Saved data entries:

+===+

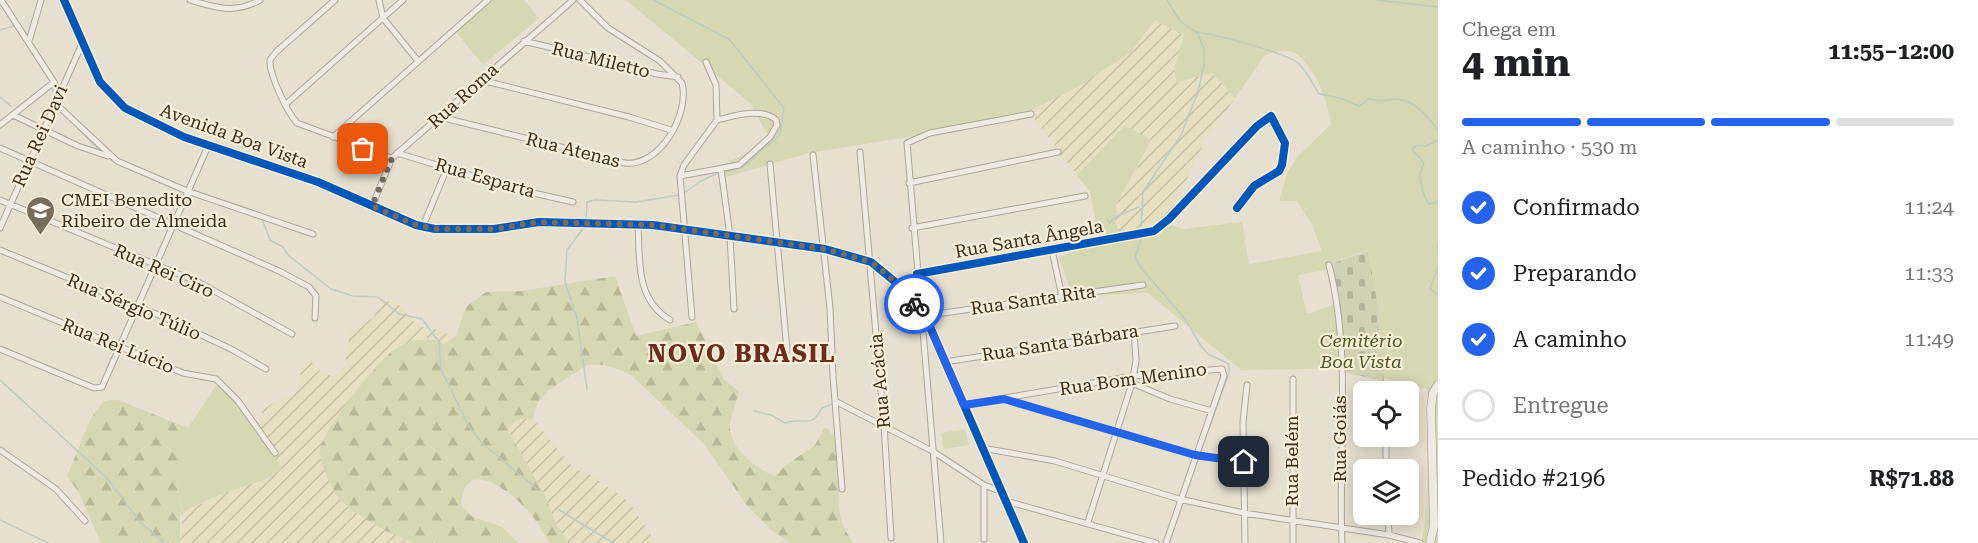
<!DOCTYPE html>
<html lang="pt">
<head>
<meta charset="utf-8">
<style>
  body { margin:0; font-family:"Roboto Serif",serif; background:#f6f6f6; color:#202124; height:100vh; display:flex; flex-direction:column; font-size:22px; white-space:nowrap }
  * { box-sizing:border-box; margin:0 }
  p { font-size:20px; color:#757577 }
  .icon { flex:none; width:33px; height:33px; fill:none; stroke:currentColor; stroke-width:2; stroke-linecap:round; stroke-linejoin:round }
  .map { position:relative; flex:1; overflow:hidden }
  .sheet { display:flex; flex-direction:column; background:#fff; width:540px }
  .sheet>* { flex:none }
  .controls { position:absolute; left:1353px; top:381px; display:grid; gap:12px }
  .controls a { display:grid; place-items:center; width:66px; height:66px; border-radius:9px; background:#fff; box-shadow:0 3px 15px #0003; font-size:30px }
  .pin { position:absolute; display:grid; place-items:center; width:51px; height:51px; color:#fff; margin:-26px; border-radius:12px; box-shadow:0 3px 9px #0006 }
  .courier { position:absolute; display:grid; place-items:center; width:60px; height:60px; margin:-30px; border:4px solid #2563eb; border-radius:50%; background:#fff; color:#222; box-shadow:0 2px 8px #0007 }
  .head em { font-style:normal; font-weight:700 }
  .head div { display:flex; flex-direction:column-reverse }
  .head { display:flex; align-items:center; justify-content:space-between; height:102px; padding:0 24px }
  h1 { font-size:39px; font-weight:700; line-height:45px }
  .bar { display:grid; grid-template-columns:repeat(4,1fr); gap:9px 6px; align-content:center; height:72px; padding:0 24px }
  .bar i { height:8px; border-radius:4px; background:#e0e0e0 }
  .bar .selected { background:#2563eb }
  .bar p { grid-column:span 4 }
  .line { display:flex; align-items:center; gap:15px; padding:0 24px; border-top:2px solid #e0e0e0 }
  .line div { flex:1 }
  ol { padding:0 24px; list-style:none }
  li { display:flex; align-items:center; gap:18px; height:66px }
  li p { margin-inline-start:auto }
  li .icon { padding:6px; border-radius:50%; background:#2563eb; color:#fff; stroke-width:4 }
  li:last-child { color:#757577 }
  li i { width:33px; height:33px; border:3px solid #e0e0e0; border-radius:50% }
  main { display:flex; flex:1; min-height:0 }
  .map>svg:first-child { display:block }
  .farmland { fill:url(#farmland-furrows) }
  .green { fill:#d6d7b3 }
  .forest { fill:url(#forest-firs) }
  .cemetery { fill:url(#cemetery-stones) }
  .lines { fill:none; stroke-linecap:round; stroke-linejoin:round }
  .stream { stroke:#bcccc2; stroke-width:1.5 }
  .street-casing { stroke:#ada599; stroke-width:7 }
  .secondary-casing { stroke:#9c958a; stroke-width:9 }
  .street { stroke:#efebe3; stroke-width:5 }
  .secondary { stroke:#efebe3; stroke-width:8 }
  .cycleway-casing { stroke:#f7eed8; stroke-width:11 }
  .cycleway { stroke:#0057b8; stroke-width:8 }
  .done { stroke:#786c5e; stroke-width:6; stroke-dasharray:0 10.8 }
  .route { stroke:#2563eb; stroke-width:8 }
  .labels { text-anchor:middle; stroke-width:4.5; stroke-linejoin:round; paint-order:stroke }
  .street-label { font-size:18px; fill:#3d2e20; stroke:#f7eed8 }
  .poi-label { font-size:18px; fill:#3d2e20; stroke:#f7eed8; text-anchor:start }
  .park-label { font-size:18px; font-style:italic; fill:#4d5a26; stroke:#f7eed8 }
  .district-label { font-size:24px; font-weight:bold; letter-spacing:1.5px; fill:#6b2e1e; stroke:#f7eed8 }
</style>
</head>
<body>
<main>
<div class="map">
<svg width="1438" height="543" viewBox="0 0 1438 543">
  <defs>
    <pattern id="farmland-furrows" width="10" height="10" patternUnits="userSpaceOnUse" patternTransform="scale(1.5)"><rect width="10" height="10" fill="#e6dfc2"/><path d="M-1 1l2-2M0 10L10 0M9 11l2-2" fill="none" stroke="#c6c0a6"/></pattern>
    <pattern id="forest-firs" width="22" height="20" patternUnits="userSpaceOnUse" patternTransform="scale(1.5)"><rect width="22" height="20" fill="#d6d7b3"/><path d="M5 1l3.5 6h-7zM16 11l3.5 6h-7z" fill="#b9b99a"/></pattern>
    <pattern id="cemetery-stones" width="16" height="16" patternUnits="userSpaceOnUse" patternTransform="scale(1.5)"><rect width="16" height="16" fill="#d1d1b3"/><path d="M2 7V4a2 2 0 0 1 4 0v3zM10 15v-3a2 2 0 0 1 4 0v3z" fill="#b4b49a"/></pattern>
  </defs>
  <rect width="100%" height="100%" fill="#e7e0d1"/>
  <path class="farmland" d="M1155 20 1184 36 1174 68 1178 85 1181 81 1212 73 1235 98 1203 144 1166 224 1148 233 1121 236 1115 222 1116 205 1140 163 1125 125 1077 175 1033 117 1032 111 1130 53Z
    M384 301 396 302 419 326 441 330 453 338 445 343 427 338 396 348 341 410 320 456 403 540 417 543H180L183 512 227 492 259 481 269 480 258 433 263 410 280 398 295 394 304 362 310 360 322 373 332 376 340 373 345 365 350 332 373 318Z
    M520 418 533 419 574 469 591 475 629 502 656 543H569L555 522 545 496 508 430 511 423Z"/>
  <path class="green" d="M492 0H524L539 18 483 65 455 31Z
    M626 0H1438V543H1422L1428 493 1427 389 1383 378 1379 312 1368 250 1331 263V269L1298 275 1307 314 1335 304 1341 368 1241 370 1148 293 1072 296 1059 257 1100 243 1090 192 1077 175 1125 125 1151 140 1116 205 1115 222 1121 236 1148 233 1166 224 1183 229 1242 222 1249 264 1322 251 1312 225 1297 201H1279L1287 173 1297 157 1331 124C1330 105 1310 53 1288 51 1281 50 1271 53 1265 55L1235 98 1212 73 1181 81 1177 86 1174 68 1184 36 1155 20 1130 53 1077 87 1032 110 1033 117 809 153 726 177 720 166 745 154 768 136 751 104Z
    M217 384C234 391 271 451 282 469 267 482 249 484 230 491 214 497 198 504 183 512L176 479 188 428Z
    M965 429 969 445 944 449 941 433Z"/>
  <path class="forest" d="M615 276 636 336 696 322 724 379 739 392C736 402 731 415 730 425 729 448 756 469 775 476L786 465 815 445 825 427C853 447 832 493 842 522 844 529 849 536 853 543H791L775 533 748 507 704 444 632 376 621 370 604 365H587L549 390 538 402 533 419C521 418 514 418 508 430L545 496 555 522 569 543H550C543 533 537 521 528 511 511 492 464 454 461 505L471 516 502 527 519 543H417C397 539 347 512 336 494 331 486 321 463 320 455 316 437 380 357 397 348 414 338 427 338 445 343L455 337 467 306 486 292 521 291Z
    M118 400 188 428 176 479 183 514 180 516V543H101L78 491 67 476 91 418 103 401Z"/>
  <path class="cemetery" d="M1368 251 1378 306 1384 381 1342 372 1340 316 1333 263Z"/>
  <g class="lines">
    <path class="stream" d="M653 0 729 39 784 108 780 135 743 167 723 172
      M1377 0 1438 7
      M0 30 14 26
      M1196 32C1214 34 1284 52 1298 63 1308 72 1312 84 1319 94L1340 98 1359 106 1369 99C1382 102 1384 100 1397 99 1413 99 1430 118 1438 131
      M51 85 55 98
      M0 97 11 106
      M65 115 99 150
      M1438 140 1426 146H1415L1412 150 1424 163 1419 176C1423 186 1422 196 1429 204L1438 202
      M128 168 156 181
      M684 193 701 181 718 173
      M223 206 241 212
      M262 219 270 240 283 247 289 256 331 289 353 296 378 297 399 314 422 319 439 342 441 369 469 427 483 444 537 489
      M1107 219 1110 223 1115 217 1139 207
      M586 220 587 202 595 200 636 202 680 195
      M584 227 567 250 565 282 577 318 587 389
      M1141 230 1143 192 1181 135 1198 92 1204 65V49L1198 34 1180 21 1167 0
      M1141 237 1135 258 1142 269 1185 319 1201 346 1208 354 1229 364V373L1208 431
      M1438 246V252
      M1438 266 1430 289 1438 295
      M0 380 106 477 141 523 165 543
      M754 411 771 415 785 423C807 416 810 430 822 408L833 404
      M559 510 613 543
      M0 520 48 543
      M1170 540 1181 508"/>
    <defs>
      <path id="street" d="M1 0 54 82
        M190 0C216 8 235 14 260 0
        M335 0 276 52 270 60C269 74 287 112 297 123L392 158
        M379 0 383 18 418 61
        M29 41 41 0
        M524 41 657 74 678 77
        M481 80 629 117 671 130
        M55 103 117 161 187 191 313 234
        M286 104 403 0
        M13 115 78 146 108 156
        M440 117 625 163C660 167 690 114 682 83L660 61 608 28 580 0
        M0 125 54 82
        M333 137 488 0
        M0 148 279 271 309 287 316 296 315 318
        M860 152 884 425 891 538
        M397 153 516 189 573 202
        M813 155 830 308 833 376 842 489
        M770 164 787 350
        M721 169 730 236 734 309
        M680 176 739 165 770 137 777 125 776 120C762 107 734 116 717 120
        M909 183 1058 152
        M0 200 200 283 292 334
        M372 206 392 158 573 0
        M638 224C640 260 635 299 670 320
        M423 226 447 168
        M0 228 82 44
        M912 228 1085 196
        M0 250 161 316 233 350 266 369
        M1052 250 1062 297
        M1329 265C1352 354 1338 451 1342 543
        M917 274 1154 231 1169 219 1257 126 1271 116 1285 143 1282 165 1279 171 1254 186 1237 208
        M0 297 183 373 216 379 238 401 275 453
        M922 316 1143 285
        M692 317 680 176 684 165 717 120 716 85 706 62
        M0 349 94 388 102 387 208 146
        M945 362 1175 326
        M1293 379V543
        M1132 383 1170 399 1212 411
        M1384 388V392
        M1008 400 1195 455 1244 462
        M835 401 934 452 984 485 1002 492
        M964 405 1134 376 1222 369 1224 376 1166 543
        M1386 436V470
        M982 448 1055 461 1179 499 1244 513 1389 535 1420 543
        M0 450 56 489 85 521
        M1006 501 1156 543
        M1388 514 1389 535
        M1088 522 1132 383 1136 361 1134 331
        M984 539V485
        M941 543 907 143 930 133 1031 114
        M1245 543 1243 422 1247 385"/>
      <path id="secondary" d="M64 0 100 82 125 108 184 137 318 182 416 225 435 229H494L539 222 653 225 825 249 871 262 899 285 930 327 1024 543
        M1430 543 1434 526 1431 408 1433 393 1438 385"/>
    </defs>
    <use href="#street" class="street-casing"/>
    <use href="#secondary" class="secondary-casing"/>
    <use href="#street" class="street"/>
    <use href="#secondary" class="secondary"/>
    <defs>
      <path id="cycleway" d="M64 0 100 82 125 108 184 137 318 182 416 225 435 229H494L539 222 653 225 825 249 871 262 899 285 930 327 1024 543
        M917 274 1154 231 1169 219 1257 126 1271 116 1285 143 1282 165 1279 171 1254 186 1237 208"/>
    </defs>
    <use href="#cycleway" class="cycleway-casing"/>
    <use href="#cycleway" class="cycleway"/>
  </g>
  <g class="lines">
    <path class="done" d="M363 149 392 158 372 206 416 225 435 229H494L539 222 653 225 825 249 871 262 890 277 914 304"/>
    <path class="route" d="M914 304 930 327 964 405 1004 399 1195 455 1244 462"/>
  </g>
  <defs>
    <symbol id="school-pin" viewBox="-11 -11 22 30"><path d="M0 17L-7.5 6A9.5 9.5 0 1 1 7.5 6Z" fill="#786c5e" stroke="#f7eed8"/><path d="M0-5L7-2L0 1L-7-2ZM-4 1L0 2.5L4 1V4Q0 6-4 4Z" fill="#fff"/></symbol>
  </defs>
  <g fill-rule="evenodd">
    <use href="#school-pin" x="24" y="194" width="33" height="45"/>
  </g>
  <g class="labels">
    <g class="street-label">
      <text transform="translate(601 60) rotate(14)" y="6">Rua Miletto</text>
      <text transform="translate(463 96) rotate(-42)" y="6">Rua Roma</text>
      <text transform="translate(40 136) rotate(-66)" y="6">Rua Rei Davi</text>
      <text transform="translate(234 136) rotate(20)" y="6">Avenida Boa Vista</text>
      <text transform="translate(573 150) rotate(14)" y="6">Rua Atenas</text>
      <text transform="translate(485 178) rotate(16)" y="6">Rua Esparta</text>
      <text transform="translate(1029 239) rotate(-10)" y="6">Rua Santa Ângela</text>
      <text transform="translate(164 271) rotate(24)" y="6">Rua Rei Ciro</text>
      <text transform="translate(1033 300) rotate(-8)" y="6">Rua Santa Rita</text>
      <text transform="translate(134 307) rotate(23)" y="6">Rua Sérgio Túlio</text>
      <text transform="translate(1060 343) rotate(-9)" y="6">Rua Santa Bárbara</text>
      <text transform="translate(118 346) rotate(22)" y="6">Rua Rei Lúcio</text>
      <text transform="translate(1133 379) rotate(-8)" y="6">Rua Bom Menino</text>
      <text transform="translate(880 381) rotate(-95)" y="6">Rua Acácia</text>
      <text transform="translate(1340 439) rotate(-90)" y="6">Rua Goiás</text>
      <text transform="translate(1292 461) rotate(-90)" y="6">Rua Belém</text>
    </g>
    <g class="poi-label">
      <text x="61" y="206">CMEI Benedito<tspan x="61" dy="21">Ribeiro de Almeida</tspan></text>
    </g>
    <g class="park-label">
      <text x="1361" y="347">Cemitério<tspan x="1361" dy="21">Boa Vista</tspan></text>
    </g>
    <g class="district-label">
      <text x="742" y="362">NOVO BRASIL</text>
    </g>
  </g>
</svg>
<div class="controls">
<a><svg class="icon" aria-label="locate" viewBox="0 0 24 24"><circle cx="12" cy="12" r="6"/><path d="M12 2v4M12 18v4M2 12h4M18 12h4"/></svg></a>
<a><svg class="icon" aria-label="layers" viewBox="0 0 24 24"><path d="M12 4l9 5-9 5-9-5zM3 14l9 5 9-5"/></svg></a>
</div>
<div class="pin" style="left:363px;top:149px;background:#ea580c"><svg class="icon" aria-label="bag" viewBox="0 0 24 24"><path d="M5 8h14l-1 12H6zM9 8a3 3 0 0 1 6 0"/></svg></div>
<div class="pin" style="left:1244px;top:462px;background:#1f2937"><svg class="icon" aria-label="home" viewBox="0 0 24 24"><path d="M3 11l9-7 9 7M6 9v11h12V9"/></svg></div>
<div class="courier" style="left:914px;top:304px"><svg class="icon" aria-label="bike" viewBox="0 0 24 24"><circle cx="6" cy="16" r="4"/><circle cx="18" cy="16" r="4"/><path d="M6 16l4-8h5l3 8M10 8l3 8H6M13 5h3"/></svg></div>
</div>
<section class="sheet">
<div class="head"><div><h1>4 min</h1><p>Chega em</p></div><em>11:55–12:00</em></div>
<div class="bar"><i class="selected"></i><i class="selected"></i><i class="selected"></i><i></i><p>A caminho · 530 m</p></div>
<ol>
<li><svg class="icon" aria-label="check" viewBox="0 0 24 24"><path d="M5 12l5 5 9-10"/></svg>Confirmado<p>11:24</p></li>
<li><svg class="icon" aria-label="check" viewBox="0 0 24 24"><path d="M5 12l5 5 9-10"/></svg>Preparando<p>11:33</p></li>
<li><svg class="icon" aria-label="check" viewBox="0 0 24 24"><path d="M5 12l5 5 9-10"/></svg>A caminho<p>11:49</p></li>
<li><i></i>Entregue</li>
</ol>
<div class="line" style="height:78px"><div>Pedido #2196</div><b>R$71.88</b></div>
</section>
</main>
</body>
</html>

+===+

Task to complete
Every line that contains the string "controls" should be returned from the data.

Your solution
  .controls { position:absolute; left:1353px; top:381px; display:grid; gap:12px }
  .controls a { display:grid; place-items:center; width:66px; height:66px; border-radius:9px; background:#fff; box-shadow:0 3px 15px #0003; font-size:30px }
<div class="controls">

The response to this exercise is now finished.